Search the data for the word "paths". Reproduce every line where it is found.

╭─ The data

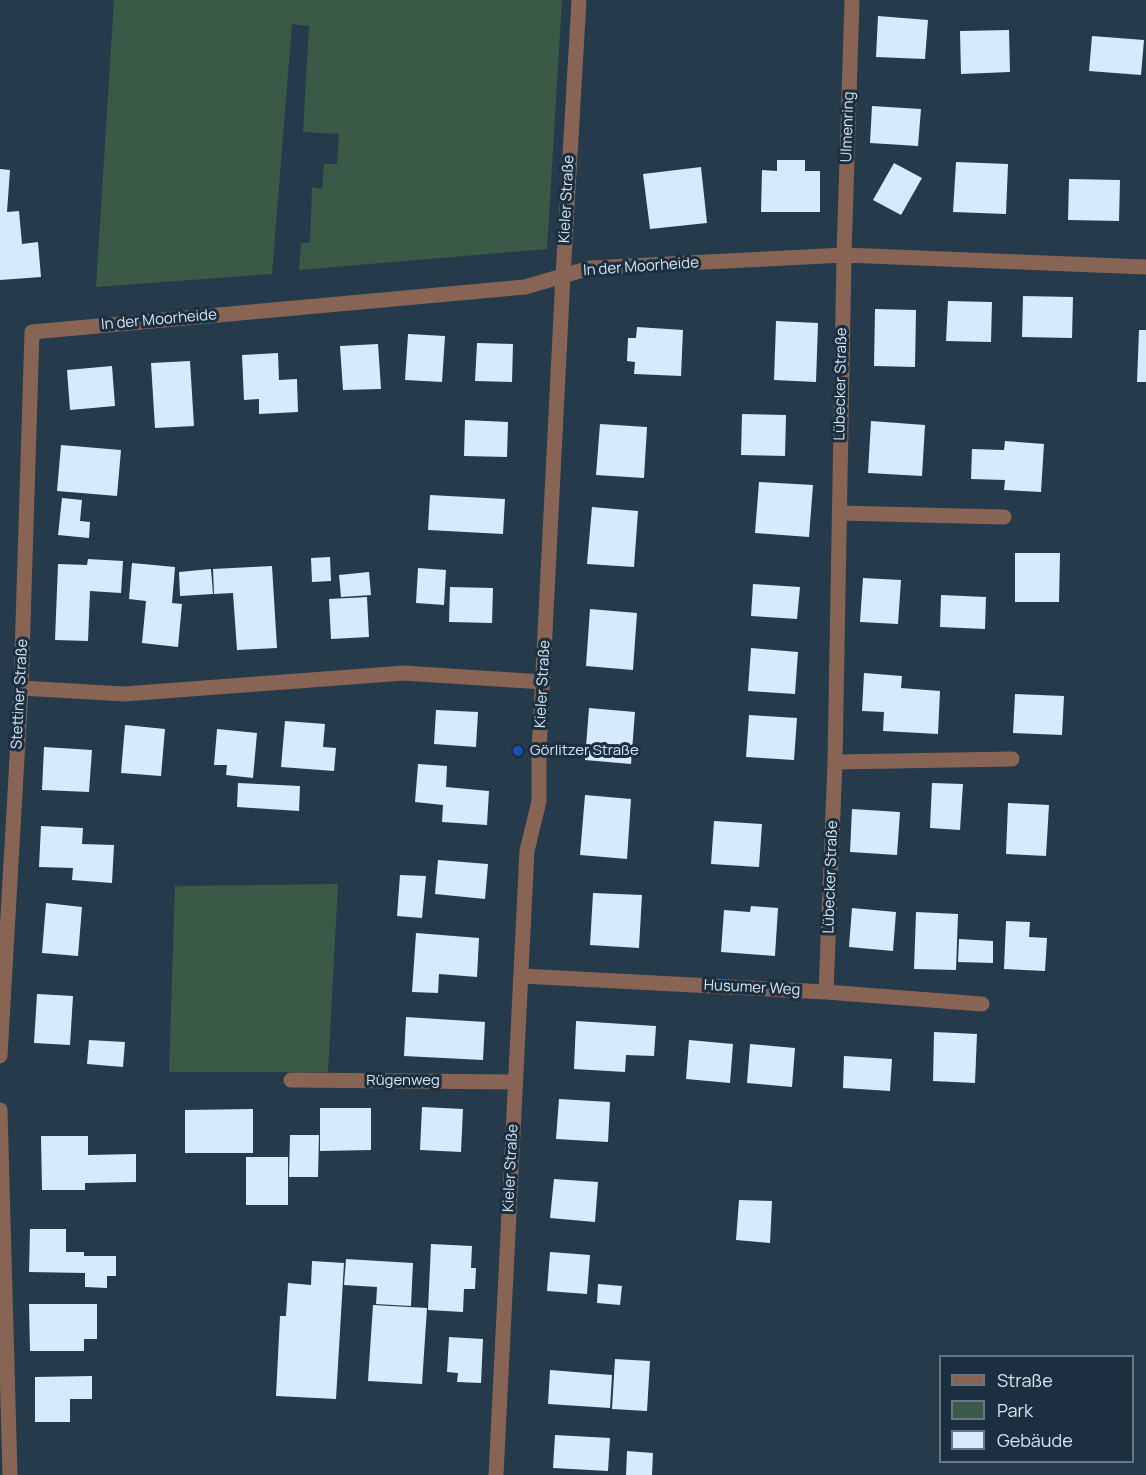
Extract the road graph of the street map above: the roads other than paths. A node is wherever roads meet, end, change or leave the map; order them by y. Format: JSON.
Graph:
{"nodes":[{"id":1,"x":579,"y":0,"type":"edge"},
{"id":2,"x":852,"y":0,"type":"edge"},
{"id":3,"x":844,"y":255,"type":"junction"},
{"id":4,"x":1146,"y":267,"type":"edge"},
{"id":5,"x":563,"y":276,"type":"junction"},
{"id":6,"x":32,"y":332,"type":"joint"},
{"id":7,"x":839,"y":513,"type":"junction"},
{"id":8,"x":1004,"y":517,"type":"dead end"},
{"id":9,"x":543,"y":682,"type":"junction"},
{"id":10,"x":21,"y":688,"type":"junction"},
{"id":11,"x":1012,"y":759,"type":"dead end"},
{"id":12,"x":835,"y":762,"type":"junction"},
{"id":13,"x":522,"y":976,"type":"junction"},
{"id":14,"x":826,"y":992,"type":"junction"},
{"id":15,"x":982,"y":1004,"type":"dead end"},
{"id":16,"x":0,"y":1056,"type":"edge"},
{"id":17,"x":291,"y":1080,"type":"dead end"},
{"id":18,"x":515,"y":1082,"type":"junction"},
{"id":19,"x":0,"y":1110,"type":"edge"},
{"id":20,"x":10,"y":1475,"type":"edge"},
{"id":21,"x":496,"y":1475,"type":"edge"}],
"edges":[{"from":1,"to":5,"type":"street","name":"Kieler Straße"},
{"from":2,"to":3,"type":"street","name":"Ulmenring"},
{"from":3,"to":4,"type":"street","name":"In der Moorheide"},
{"from":3,"to":5,"type":"street","name":"In der Moorheide"},
{"from":3,"to":7,"type":"street","name":"Lübecker Straße"},
{"from":5,"to":6,"type":"street","name":"In der Moorheide"},
{"from":5,"to":9,"type":"street","name":"Kieler Straße"},
{"from":6,"to":10,"type":"street","name":"Stettiner Straße"},
{"from":7,"to":8,"type":"street"},
{"from":7,"to":12,"type":"street","name":"Lübecker Straße"},
{"from":9,"to":10,"type":"street"},
{"from":9,"to":13,"type":"street","name":"Kieler Straße"},
{"from":10,"to":16,"type":"street","name":"Stettiner Straße"},
{"from":11,"to":12,"type":"street"},
{"from":12,"to":14,"type":"street","name":"Lübecker Straße"},
{"from":13,"to":14,"type":"street","name":"Husumer Weg"},
{"from":13,"to":18,"type":"street","name":"Kieler Straße"},
{"from":14,"to":15,"type":"street","name":"Husumer Weg"},
{"from":17,"to":18,"type":"street","name":"Rügenweg"},
{"from":18,"to":21,"type":"street","name":"Kieler Straße"},
{"from":19,"to":20,"type":"street"}]}
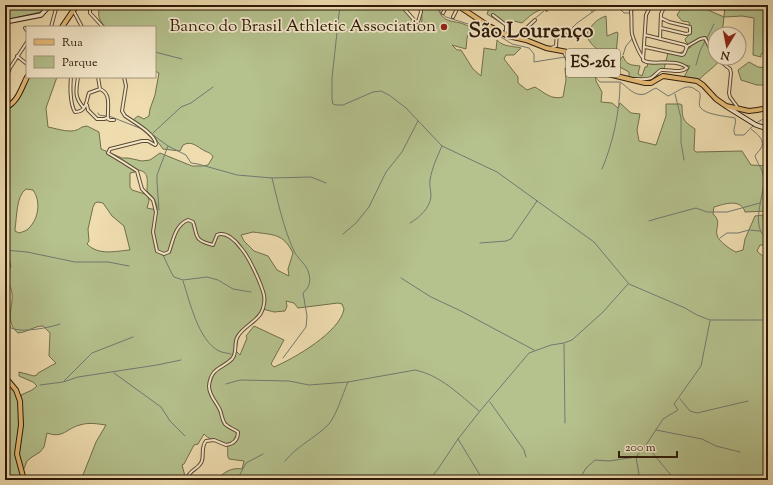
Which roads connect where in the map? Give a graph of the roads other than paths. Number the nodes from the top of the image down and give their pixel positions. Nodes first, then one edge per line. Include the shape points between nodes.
1 (50, 5) edge
2 (57, 5) edge
3 (76, 5) edge
4 (92, 5) edge
5 (401, 5) edge
6 (420, 5) edge
7 (447, 5) edge
8 (635, 5) edge
9 (651, 5) edge
10 (665, 5) edge
11 (458, 6) edge
12 (73, 10) junction
13 (443, 13) dead end
14 (493, 15) dead end
15 (453, 17) dead end
16 (661, 18) junction
17 (535, 20) dead end
18 (5, 22) edge
19 (51, 26) edge
20 (61, 26) edge
21 (61, 26) edge
22 (81, 26) edge
23 (102, 26) edge
24 (661, 28) junction
25 (557, 32) dead end
26 (505, 34) junction
27 (645, 35) junction
28 (516, 38) junction
29 (660, 39) junction
30 (707, 42) edge
31 (26, 43) edge
32 (686, 46) junction
33 (645, 47) junction
34 (546, 48) junction
35 (563, 51) junction
36 (17, 56) junction
37 (643, 58) junction
38 (567, 59) dead end
39 (26, 63) edge
40 (726, 66) edge
41 (27, 78) edge
42 (71, 78) edge
43 (78, 78) edge
44 (98, 78) edge
45 (124, 78) edge
46 (629, 79) junction
47 (5, 81) edge
48 (100, 89) junction
49 (5, 102) edge
50 (87, 105) junction
51 (726, 106) junction
52 (7, 108) edge
53 (84, 108) junction
54 (768, 108) edge
55 (739, 109) junction
56 (107, 118) junction
57 (114, 120) dead end
58 (768, 129) edge
59 (5, 377) edge
60 (24, 480) edge
61 (186, 480) edge

1 - 18 street via 41,15
2 - 19 street
3 - 12 main road
3 - 21 main road
4 - 23 street via 90,13
5 - 6 street via 417,22 420,20
7 - 13 street
8 - 37 street via 631,11 632,34
9 - 27 street via 646,15
10 - 16 street
11 - 15 street
11 - 26 main road, ES-261
12 - 20 main road
12 - 22 street
14 - 26 street via 506,25
16 - 24 street
16 - 24 street via 691,28 688,34
17 - 28 street
24 - 29 street
25 - 34 street via 556,46
26 - 28 main road, ES-261
27 - 29 street
27 - 33 street
28 - 34 main road, ES-261
29 - 32 street
30 - 32 street via 705,38 700,38
31 - 36 street
32 - 33 street via 682,55
33 - 37 street
34 - 35 main road, ES-261
35 - 38 street
35 - 46 main road, ES-261 via 585,57 606,74
36 - 39 street
36 - 47 street
37 - 46 street via 647,62 664,62 687,68 678,71 659,71 646,79
40 - 55 street via 731,73 730,97
41 - 52 main road via 16,100
42 - 53 street via 74,111 78,112
43 - 53 street via 77,99
44 - 48 street
45 - 61 street via 126,86 122,110 125,116 152,136 156,145 142,141 110,149 108,152 137,171 142,189 153,200 156,212 153,232 157,251 164,254 169,252 177,229 188,220 193,222 198,238 207,243 213,244 218,234 227,235 243,250 264,296 261,313 238,336 234,356 215,371 210,381 211,396 221,411 224,423 238,432 236,439 228,445 214,440 206,441 202,449 202,461 188,474
46 - 51 main road, ES-261 via 648,83 663,76 694,80
48 - 50 street via 89,93
48 - 56 street via 105,92 107,98
49 - 52 street
50 - 53 street
50 - 56 street via 88,110 97,119
51 - 55 main road, ES-261
51 - 58 street via 756,125
54 - 55 main road, ES-261 via 753,111
56 - 57 street
59 - 60 main road via 16,390 20,401 21,425 17,454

╰─

## Answer below:
Extract the road graph of the street map above: the roads other than paths. A node is wherever roads meet, end, change or leave the map; order them by y. Format: JSON.
Which roads connect where in the map? Give a graph of the roads other than paths. Number the nodes from the top of the image down and give their pixel positions. Nodes first, then one edge per line. Include the shape points between nodes.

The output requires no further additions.